[Saved data entries]
-=-=-

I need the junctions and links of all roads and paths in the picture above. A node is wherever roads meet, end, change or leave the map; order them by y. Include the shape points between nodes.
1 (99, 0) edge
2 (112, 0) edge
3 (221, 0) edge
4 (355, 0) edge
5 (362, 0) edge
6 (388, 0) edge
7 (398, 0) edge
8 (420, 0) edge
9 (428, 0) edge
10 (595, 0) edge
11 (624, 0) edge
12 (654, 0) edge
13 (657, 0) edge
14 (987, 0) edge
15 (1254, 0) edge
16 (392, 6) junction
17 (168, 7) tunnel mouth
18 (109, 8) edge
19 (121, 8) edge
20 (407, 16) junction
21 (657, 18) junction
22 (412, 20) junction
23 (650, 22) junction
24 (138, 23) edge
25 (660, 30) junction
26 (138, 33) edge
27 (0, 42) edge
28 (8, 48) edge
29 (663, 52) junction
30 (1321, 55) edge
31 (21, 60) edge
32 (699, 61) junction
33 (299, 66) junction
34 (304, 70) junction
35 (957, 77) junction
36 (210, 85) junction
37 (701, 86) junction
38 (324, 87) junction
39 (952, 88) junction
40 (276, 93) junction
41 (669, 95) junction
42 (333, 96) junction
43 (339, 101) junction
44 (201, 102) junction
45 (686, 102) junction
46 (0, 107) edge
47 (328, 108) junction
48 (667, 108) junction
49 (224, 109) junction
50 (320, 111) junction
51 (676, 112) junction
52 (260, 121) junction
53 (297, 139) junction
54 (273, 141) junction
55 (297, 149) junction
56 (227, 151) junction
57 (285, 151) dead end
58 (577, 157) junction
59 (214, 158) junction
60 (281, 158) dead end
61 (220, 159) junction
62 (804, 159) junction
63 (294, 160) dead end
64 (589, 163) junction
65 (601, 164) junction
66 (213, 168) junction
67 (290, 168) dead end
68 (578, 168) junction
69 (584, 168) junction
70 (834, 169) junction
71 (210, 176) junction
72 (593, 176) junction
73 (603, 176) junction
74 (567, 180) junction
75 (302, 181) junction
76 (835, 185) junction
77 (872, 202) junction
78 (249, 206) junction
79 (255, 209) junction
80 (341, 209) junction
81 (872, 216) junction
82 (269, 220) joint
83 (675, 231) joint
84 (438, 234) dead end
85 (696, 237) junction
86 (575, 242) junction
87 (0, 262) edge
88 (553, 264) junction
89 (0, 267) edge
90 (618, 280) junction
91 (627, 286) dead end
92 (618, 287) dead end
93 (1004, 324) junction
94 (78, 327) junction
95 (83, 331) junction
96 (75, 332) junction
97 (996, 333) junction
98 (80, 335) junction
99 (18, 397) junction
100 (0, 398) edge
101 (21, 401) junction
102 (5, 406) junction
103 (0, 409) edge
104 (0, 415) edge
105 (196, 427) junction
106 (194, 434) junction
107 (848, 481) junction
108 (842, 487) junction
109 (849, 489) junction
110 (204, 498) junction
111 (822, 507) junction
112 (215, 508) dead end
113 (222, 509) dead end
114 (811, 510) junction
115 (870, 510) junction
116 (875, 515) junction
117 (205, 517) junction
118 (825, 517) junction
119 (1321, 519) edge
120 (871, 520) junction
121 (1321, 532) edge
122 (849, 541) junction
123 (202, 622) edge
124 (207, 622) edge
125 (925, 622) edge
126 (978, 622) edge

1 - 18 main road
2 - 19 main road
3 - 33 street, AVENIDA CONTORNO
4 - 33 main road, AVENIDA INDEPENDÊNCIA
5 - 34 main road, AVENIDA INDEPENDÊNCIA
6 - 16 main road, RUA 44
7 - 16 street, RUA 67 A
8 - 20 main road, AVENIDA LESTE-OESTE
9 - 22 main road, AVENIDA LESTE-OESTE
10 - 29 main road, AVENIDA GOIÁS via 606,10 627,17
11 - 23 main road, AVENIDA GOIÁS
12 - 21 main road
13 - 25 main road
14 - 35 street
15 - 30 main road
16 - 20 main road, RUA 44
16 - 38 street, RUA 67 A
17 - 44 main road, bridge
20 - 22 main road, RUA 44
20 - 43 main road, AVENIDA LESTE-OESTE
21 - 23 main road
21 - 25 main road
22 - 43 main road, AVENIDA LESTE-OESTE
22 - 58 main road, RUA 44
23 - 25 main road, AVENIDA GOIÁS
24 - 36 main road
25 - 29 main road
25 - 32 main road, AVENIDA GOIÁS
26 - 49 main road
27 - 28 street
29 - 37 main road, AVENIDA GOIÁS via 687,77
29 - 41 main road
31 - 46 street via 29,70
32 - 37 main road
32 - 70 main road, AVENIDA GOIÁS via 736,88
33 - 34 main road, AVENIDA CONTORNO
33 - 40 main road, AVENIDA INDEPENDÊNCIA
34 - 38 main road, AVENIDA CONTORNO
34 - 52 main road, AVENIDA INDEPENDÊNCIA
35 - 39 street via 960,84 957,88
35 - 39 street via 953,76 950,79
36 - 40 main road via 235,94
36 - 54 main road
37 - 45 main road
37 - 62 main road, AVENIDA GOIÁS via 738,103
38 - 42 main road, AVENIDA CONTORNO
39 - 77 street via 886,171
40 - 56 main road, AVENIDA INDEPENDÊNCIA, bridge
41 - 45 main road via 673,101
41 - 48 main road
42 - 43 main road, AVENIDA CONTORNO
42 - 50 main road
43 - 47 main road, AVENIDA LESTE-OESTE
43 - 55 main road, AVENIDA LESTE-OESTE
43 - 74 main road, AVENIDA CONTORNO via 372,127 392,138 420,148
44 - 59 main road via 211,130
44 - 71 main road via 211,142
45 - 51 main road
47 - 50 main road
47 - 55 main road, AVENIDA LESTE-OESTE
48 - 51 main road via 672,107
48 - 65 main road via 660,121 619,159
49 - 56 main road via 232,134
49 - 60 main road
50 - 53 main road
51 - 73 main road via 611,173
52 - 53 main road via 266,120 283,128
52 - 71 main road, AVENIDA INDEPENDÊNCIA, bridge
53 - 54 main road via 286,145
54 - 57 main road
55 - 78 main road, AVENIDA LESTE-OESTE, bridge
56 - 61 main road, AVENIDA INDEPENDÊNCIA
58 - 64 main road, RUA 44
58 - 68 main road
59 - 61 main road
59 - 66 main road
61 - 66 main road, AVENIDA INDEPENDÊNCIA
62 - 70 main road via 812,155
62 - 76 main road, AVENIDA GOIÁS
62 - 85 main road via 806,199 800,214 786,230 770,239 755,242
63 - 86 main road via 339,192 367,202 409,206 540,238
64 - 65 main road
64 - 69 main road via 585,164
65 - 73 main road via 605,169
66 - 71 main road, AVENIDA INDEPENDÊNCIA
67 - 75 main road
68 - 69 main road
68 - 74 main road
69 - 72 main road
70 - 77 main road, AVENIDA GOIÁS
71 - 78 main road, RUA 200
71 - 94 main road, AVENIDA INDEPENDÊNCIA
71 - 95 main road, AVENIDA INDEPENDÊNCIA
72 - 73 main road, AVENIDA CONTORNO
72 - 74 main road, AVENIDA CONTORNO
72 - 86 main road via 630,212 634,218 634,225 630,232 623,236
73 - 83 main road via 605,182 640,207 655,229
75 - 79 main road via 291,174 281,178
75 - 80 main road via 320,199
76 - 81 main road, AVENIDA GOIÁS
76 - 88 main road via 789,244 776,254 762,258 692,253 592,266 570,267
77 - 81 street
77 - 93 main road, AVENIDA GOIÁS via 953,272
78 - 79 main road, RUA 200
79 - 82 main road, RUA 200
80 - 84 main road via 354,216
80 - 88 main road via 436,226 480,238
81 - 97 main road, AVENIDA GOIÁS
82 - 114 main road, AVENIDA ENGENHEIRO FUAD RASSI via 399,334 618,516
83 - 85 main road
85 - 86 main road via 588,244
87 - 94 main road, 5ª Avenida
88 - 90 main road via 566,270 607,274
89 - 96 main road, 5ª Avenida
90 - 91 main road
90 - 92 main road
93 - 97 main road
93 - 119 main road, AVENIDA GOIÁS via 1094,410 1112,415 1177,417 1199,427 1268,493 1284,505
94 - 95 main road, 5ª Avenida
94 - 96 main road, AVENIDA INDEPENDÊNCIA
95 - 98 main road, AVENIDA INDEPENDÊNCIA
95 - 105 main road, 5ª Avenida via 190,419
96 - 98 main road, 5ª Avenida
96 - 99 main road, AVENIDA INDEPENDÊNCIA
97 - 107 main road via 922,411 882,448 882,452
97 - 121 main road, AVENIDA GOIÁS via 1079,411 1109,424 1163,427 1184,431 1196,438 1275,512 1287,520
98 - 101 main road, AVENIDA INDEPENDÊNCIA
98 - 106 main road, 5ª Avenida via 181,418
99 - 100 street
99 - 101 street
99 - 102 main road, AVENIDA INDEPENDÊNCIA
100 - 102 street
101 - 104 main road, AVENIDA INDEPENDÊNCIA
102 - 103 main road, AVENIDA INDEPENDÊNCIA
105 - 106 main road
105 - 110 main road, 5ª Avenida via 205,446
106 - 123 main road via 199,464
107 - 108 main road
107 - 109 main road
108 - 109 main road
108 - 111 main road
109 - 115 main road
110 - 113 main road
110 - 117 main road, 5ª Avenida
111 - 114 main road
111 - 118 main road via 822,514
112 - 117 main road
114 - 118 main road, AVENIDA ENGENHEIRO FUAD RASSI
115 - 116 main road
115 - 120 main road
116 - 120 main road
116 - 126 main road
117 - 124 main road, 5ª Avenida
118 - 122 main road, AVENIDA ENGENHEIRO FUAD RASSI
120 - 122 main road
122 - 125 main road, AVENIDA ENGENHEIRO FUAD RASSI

-=-=-

* _Task_
In the records above, locate the lines holding the word "ENGENHEIRO". Copy each of them.

* _Solved problem_
82 - 114 main road, AVENIDA ENGENHEIRO FUAD RASSI via 399,334 618,516
114 - 118 main road, AVENIDA ENGENHEIRO FUAD RASSI
118 - 122 main road, AVENIDA ENGENHEIRO FUAD RASSI
122 - 125 main road, AVENIDA ENGENHEIRO FUAD RASSI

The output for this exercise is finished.